Arte pela minha professora de yoga
- Bah Mendes
- 23 de ago. de 2023
- 1 min de leitura

"Esses dias eu li que a arte serve para confortar os desconfortáveis e desconfortar os confortáveis. Concordando ou não, tenho certeza que você já se deparou com artes que fazem uma faísca sair dos olhos e nos fazem sentir mais vivos; acendem a luz dentro da pele. A arte da Bárbara é um bálsamo, um chá de camomila para os olhos. É o conforto tecido e cimentado. Tão bonita esse capacidade de transformar materiais tão brutos e corriqueiros como vidro e cimento, que normalmente possuem um viés mais utilitário e passam despercebidos, em delicadeza. Nunca pensei ser confortada, abraçada pelo cimento e cacos de vidro. Para mim, aí reside a potência de uma artista; nos transportar do cotidiano para um museu de novas sensações. Nos fazer observar como nosso corpo se relaciona com o objeto que estamos admirando.

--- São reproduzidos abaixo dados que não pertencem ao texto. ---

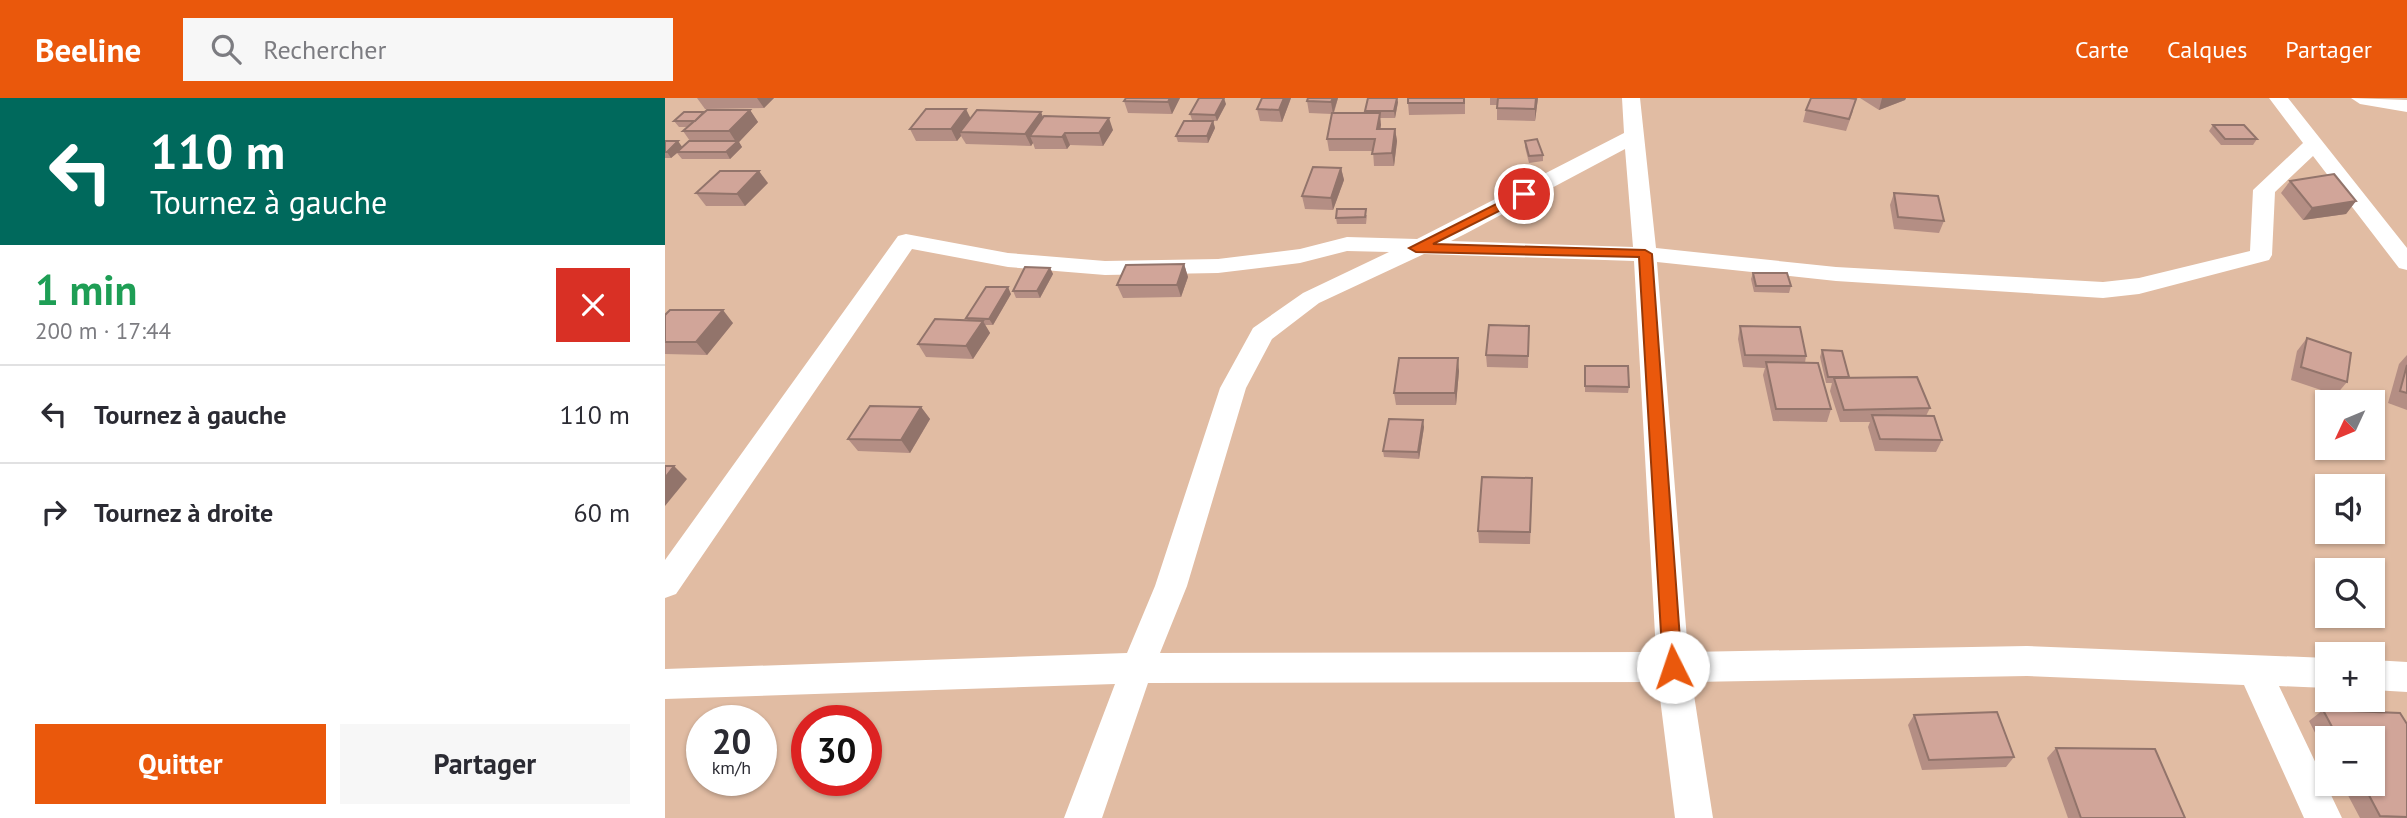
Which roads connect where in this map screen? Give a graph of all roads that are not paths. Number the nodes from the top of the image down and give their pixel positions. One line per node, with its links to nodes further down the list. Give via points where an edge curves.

O que os rosas, azuis, amarelos clarinhos, a luminescência dos vidros, os cheiros das velas, as torções dos macramês, a vontade de tocá-los, o corpo da exposição, o corpo e suor da artista impresso na potência de cada peça, o que tudo isso nos suscita. Tenho a sorte de possuir algumas das peças dessa artista e posso dizer, com toda a certeza, que é uma arte que conforta, que brilha, que afaga, e que todos deveriam ter a oportunidade de se relacionar com essa arte para ser admirada em silêncio."